[MATERIAL PROVIDED Boundary: Start]
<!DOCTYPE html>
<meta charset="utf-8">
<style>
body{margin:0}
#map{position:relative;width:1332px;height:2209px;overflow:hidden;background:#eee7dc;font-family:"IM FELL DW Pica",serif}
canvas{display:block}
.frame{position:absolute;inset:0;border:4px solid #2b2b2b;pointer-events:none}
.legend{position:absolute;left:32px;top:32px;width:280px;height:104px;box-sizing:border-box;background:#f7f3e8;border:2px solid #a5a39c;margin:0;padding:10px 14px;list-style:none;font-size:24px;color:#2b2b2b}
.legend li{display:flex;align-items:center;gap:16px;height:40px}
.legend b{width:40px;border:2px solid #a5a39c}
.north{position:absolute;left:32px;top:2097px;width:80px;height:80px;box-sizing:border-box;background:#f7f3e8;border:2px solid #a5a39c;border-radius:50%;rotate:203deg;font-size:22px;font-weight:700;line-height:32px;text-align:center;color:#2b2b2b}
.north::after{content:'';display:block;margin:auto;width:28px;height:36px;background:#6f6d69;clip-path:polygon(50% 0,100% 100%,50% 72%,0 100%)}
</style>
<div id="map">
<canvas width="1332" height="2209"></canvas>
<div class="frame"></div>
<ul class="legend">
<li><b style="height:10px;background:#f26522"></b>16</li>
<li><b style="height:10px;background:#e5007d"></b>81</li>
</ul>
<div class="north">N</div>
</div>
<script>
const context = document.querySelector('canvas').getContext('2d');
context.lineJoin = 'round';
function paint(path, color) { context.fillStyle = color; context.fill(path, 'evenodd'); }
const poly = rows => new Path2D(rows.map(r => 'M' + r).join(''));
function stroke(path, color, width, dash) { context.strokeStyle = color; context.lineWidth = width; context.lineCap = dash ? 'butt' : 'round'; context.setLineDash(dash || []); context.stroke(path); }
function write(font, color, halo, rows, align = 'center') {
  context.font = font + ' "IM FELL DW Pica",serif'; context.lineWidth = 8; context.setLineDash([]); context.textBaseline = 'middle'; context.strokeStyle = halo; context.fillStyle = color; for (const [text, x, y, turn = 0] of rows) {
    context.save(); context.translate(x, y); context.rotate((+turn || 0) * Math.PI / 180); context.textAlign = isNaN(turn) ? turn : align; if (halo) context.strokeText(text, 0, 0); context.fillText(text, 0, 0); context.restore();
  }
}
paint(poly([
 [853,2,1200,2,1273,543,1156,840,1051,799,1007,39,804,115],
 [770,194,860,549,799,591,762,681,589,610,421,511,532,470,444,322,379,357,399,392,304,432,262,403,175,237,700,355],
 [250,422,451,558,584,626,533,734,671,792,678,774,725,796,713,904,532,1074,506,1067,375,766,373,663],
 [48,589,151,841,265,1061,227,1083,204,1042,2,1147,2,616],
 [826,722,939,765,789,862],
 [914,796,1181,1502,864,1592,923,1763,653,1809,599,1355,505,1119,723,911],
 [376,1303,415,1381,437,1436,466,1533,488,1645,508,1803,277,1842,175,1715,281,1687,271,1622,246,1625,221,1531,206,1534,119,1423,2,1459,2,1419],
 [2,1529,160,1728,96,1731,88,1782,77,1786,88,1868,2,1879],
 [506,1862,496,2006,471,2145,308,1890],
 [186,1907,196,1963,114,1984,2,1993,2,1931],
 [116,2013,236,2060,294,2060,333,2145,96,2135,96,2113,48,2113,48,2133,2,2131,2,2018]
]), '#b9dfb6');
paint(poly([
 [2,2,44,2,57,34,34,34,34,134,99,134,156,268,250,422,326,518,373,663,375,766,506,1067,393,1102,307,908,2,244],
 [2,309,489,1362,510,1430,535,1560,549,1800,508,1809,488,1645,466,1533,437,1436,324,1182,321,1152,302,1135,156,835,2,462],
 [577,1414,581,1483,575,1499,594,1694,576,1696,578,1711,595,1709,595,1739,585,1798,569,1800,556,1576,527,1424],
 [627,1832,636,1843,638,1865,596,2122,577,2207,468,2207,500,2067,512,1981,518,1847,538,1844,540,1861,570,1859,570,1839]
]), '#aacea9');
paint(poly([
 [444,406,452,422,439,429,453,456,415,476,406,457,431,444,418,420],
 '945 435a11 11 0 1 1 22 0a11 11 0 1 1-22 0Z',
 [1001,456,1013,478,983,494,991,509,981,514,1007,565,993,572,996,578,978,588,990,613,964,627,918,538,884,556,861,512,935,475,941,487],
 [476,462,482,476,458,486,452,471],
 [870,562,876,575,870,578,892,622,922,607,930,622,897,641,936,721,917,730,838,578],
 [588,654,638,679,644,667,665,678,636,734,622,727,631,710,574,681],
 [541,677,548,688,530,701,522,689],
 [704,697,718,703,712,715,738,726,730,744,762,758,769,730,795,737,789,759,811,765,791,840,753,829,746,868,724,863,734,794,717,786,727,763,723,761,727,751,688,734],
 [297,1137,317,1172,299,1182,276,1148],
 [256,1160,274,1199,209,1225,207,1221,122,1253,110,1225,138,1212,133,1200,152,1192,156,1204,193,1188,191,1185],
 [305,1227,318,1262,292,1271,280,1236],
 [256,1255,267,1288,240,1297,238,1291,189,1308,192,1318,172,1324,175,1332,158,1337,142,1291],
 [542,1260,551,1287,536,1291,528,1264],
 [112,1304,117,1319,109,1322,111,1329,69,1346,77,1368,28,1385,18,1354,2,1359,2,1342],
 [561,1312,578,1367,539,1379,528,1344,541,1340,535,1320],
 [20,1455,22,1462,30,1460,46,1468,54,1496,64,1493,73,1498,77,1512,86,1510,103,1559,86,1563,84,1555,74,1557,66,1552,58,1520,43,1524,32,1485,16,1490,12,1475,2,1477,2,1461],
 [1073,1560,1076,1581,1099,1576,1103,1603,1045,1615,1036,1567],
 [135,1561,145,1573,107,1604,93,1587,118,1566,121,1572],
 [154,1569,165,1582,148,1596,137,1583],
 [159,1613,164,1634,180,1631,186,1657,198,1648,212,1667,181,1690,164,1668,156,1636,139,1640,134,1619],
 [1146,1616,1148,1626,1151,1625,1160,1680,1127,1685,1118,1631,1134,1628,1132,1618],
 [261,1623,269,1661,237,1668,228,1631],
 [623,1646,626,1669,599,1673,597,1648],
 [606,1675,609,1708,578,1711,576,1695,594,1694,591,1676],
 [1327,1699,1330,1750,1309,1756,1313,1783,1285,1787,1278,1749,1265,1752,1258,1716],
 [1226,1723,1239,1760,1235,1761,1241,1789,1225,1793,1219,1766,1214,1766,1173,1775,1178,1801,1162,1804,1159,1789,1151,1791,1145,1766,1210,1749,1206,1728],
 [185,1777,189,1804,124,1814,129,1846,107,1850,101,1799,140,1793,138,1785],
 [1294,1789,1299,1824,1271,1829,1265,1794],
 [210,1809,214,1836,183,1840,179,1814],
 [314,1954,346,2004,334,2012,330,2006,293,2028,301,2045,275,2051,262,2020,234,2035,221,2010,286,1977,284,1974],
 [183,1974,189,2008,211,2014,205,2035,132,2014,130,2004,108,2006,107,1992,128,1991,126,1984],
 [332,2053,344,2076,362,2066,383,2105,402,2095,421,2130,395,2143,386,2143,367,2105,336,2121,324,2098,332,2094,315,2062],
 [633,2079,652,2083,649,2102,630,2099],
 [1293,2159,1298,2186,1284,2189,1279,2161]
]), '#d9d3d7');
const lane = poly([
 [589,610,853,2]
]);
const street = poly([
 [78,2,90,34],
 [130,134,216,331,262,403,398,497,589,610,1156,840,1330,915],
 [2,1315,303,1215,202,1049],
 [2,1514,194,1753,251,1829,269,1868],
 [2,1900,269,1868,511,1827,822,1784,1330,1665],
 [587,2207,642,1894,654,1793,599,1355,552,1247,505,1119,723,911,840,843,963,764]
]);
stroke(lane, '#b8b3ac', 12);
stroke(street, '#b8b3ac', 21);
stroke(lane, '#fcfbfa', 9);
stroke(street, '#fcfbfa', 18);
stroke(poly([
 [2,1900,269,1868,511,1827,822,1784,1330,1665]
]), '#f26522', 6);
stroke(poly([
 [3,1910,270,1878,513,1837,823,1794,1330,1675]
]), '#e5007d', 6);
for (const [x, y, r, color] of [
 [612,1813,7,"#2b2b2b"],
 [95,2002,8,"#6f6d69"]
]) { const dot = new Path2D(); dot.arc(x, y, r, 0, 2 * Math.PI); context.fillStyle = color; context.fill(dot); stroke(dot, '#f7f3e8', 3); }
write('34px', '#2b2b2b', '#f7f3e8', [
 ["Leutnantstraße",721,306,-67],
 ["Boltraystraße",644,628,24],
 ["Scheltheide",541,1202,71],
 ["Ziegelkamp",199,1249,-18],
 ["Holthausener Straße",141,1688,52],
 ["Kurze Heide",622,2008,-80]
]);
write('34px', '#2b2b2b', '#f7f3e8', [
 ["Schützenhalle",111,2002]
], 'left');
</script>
[MATERIAL PROVIDED Boundary: End]
Copy only this part of the entries above: the line with "0,100% 100%,50% 72%,0", the line with "function stroke(path, color, width, dash)", and the lines between, all exactly as written.

• _COMPLETED TASK_
.north::after{content:'';display:block;margin:auto;width:28px;height:36px;background:#6f6d69;clip-path:polygon(50% 0,100% 100%,50% 72%,0 100%)}
</style>
<div id="map">
<canvas width="1332" height="2209"></canvas>
<div class="frame"></div>
<ul class="legend">
<li><b style="height:10px;background:#f26522"></b>16</li>
<li><b style="height:10px;background:#e5007d"></b>81</li>
</ul>
<div class="north">N</div>
</div>
<script>
const context = document.querySelector('canvas').getContext('2d');
context.lineJoin = 'round';
function paint(path, color) { context.fillStyle = color; context.fill(path, 'evenodd'); }
const poly = rows => new Path2D(rows.map(r => 'M' + r).join(''));
function stroke(path, color, width, dash) { context.strokeStyle = color; context.lineWidth = width; context.lineCap = dash ? 'butt' : 'round'; context.setLineDash(dash || []); context.stroke(path); }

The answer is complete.